| Exercise goal |
Return the data below unaltered, but strip out the pictures.

▼

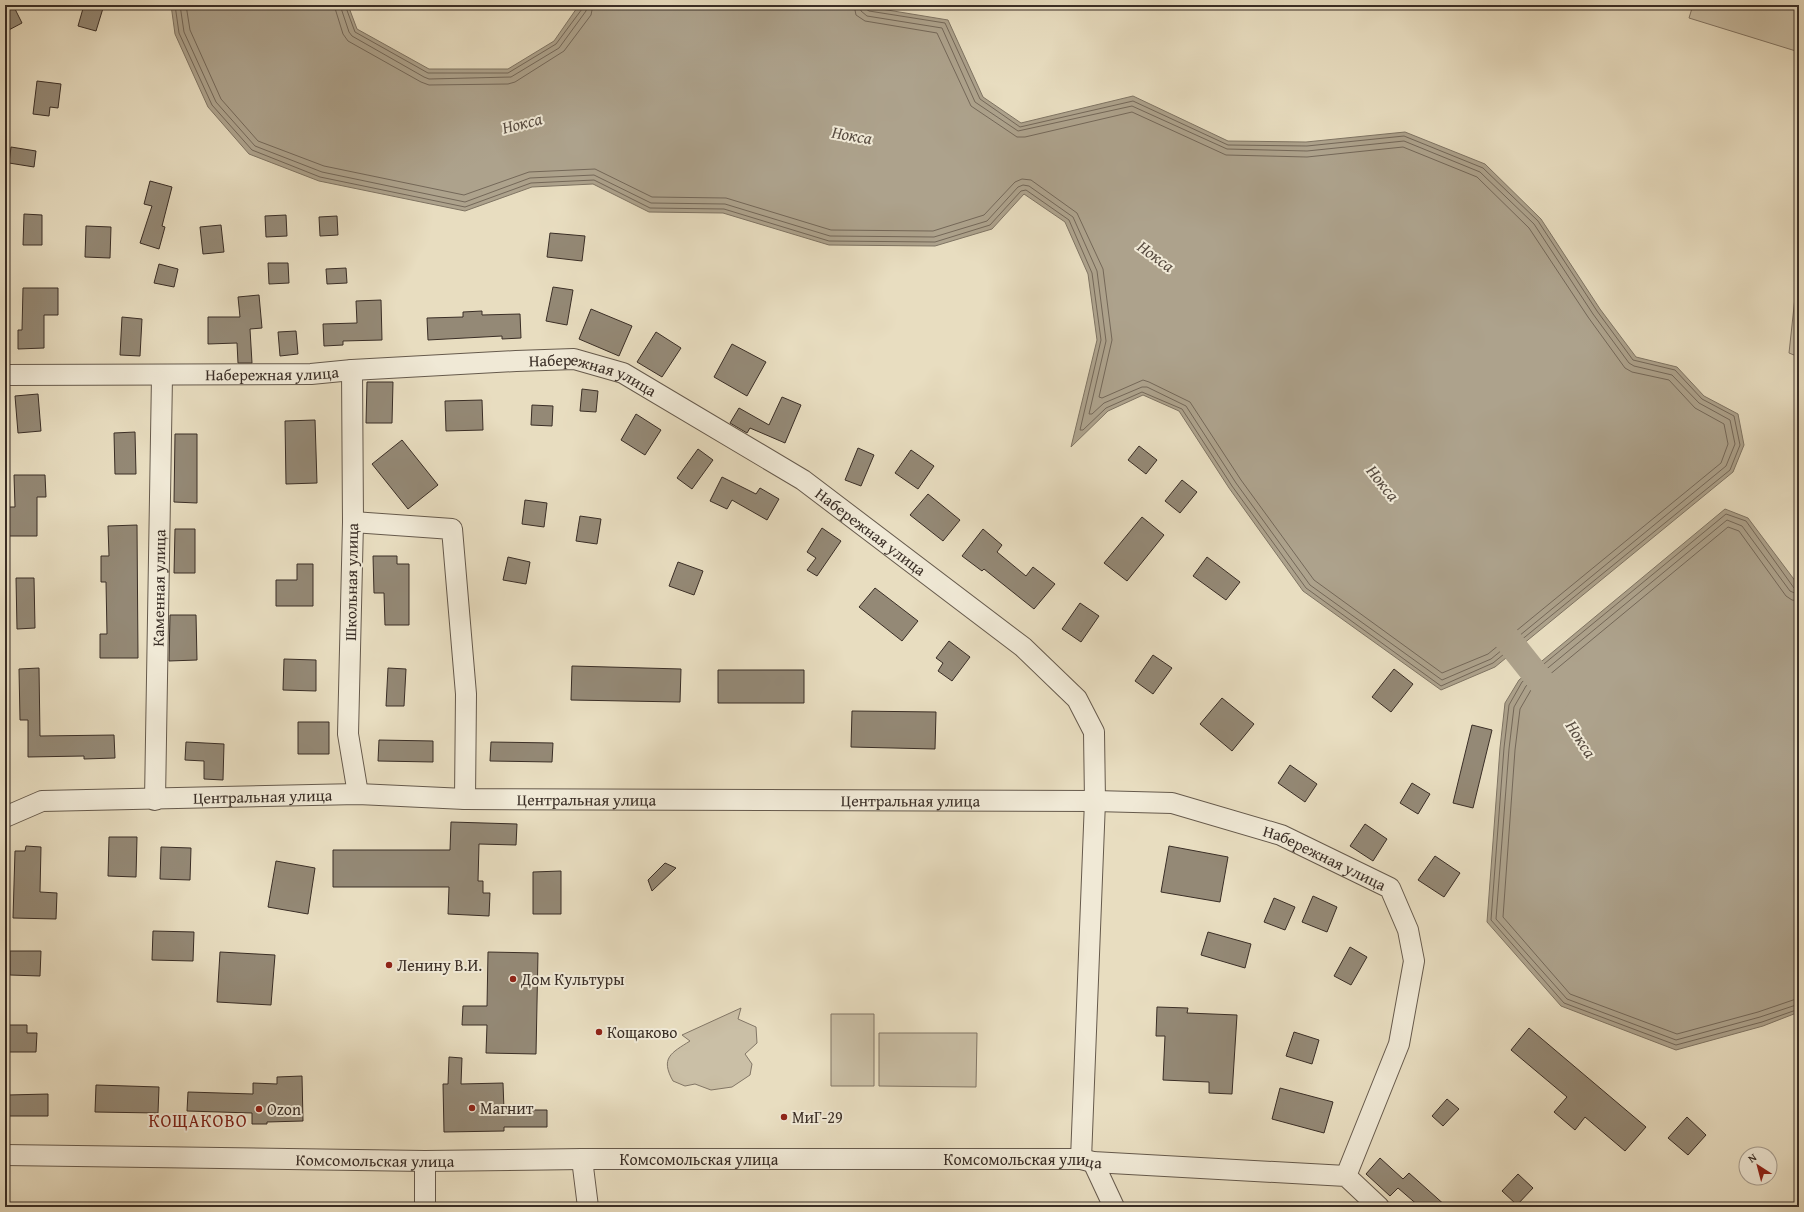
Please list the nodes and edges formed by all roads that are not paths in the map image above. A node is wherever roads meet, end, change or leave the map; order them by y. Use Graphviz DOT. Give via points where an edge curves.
graph roads {
  1 [pos="352,370"];
  2 [pos="5,375"];
  3 [pos="162,376"];
  4 [pos="353,522"];
  5 [pos="358,794"];
  6 [pos="465,799"];
  7 [pos="155,800"];
  8 [pos="1095,801"];
  9 [pos="1172,803"];
  10 [pos="5,817"];
  11 [pos="5,1155"];
  12 [pos="582,1159"];
  13 [pos="1087,1160"];
  14 [pos="425,1161"];
  15 [pos="1346,1176"];
  16 [pos="425,1207"];
  17 [pos="588,1207"];
  18 [pos="1114,1207"];
  19 [pos="1379,1207"];
  1 -- 3 [label="street, Набережная улица" via="311,374"];
  1 -- 4 [label="street, Школьная улица"];
  1 -- 8 [label="street, Набережная улица" via="574,359 623,373 803,480 1023,647 1077,699 1094,732"];
  2 -- 3 [label="street, Набережная улица"];
  3 -- 7 [label="street, Каменная улица"];
  4 -- 5 [label="street, Школьная улица" via="348,734"];
  4 -- 6 [label="street" via="452,529 466,694"];
  5 -- 6 [label="street, Центральная улица"];
  5 -- 7 [label="street, Центральная улица"];
  6 -- 8 [label="street, Центральная улица"];
  7 -- 10 [label="street, Центральная улица" via="42,801"];
  8 -- 9 [label="street, Центральная улица"];
  8 -- 13 [label="street, Набережная улица"];
  9 -- 15 [label="street, Набережная улица" via="1281,835 1390,888 1408,930 1414,961 1399,1044"];
  11 -- 14 [label="street, Комсомольская улица"];
  12 -- 13 [label="street, Комсомольская улица"];
  12 -- 14 [label="street, Комсомольская улица"];
  12 -- 17 [label="street"];
  13 -- 15 [label="street, Комсомольская улица"];
  13 -- 18 [label="street"];
  14 -- 16 [label="street"];
  15 -- 19 [label="street"];
}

▲

| Solution |
Please list the nodes and edges formed by all roads that are not paths in the map image above. A node is wherever roads meet, end, change or leave the map; order them by y. Use Graphviz DOT. Give via points where an edge curves.
graph roads {
  1 [pos="352,370"];
  2 [pos="5,375"];
  3 [pos="162,376"];
  4 [pos="353,522"];
  5 [pos="358,794"];
  6 [pos="465,799"];
  7 [pos="155,800"];
  8 [pos="1095,801"];
  9 [pos="1172,803"];
  10 [pos="5,817"];
  11 [pos="5,1155"];
  12 [pos="582,1159"];
  13 [pos="1087,1160"];
  14 [pos="425,1161"];
  15 [pos="1346,1176"];
  16 [pos="425,1207"];
  17 [pos="588,1207"];
  18 [pos="1114,1207"];
  19 [pos="1379,1207"];
  1 -- 3 [label="street, Набережная улица" via="311,374"];
  1 -- 4 [label="street, Школьная улица"];
  1 -- 8 [label="street, Набережная улица" via="574,359 623,373 803,480 1023,647 1077,699 1094,732"];
  2 -- 3 [label="street, Набережная улица"];
  3 -- 7 [label="street, Каменная улица"];
  4 -- 5 [label="street, Школьная улица" via="348,734"];
  4 -- 6 [label="street" via="452,529 466,694"];
  5 -- 6 [label="street, Центральная улица"];
  5 -- 7 [label="street, Центральная улица"];
  6 -- 8 [label="street, Центральная улица"];
  7 -- 10 [label="street, Центральная улица" via="42,801"];
  8 -- 9 [label="street, Центральная улица"];
  8 -- 13 [label="street, Набережная улица"];
  9 -- 15 [label="street, Набережная улица" via="1281,835 1390,888 1408,930 1414,961 1399,1044"];
  11 -- 14 [label="street, Комсомольская улица"];
  12 -- 13 [label="street, Комсомольская улица"];
  12 -- 14 [label="street, Комсомольская улица"];
  12 -- 17 [label="street"];
  13 -- 15 [label="street, Комсомольская улица"];
  13 -- 18 [label="street"];
  14 -- 16 [label="street"];
  15 -- 19 [label="street"];
}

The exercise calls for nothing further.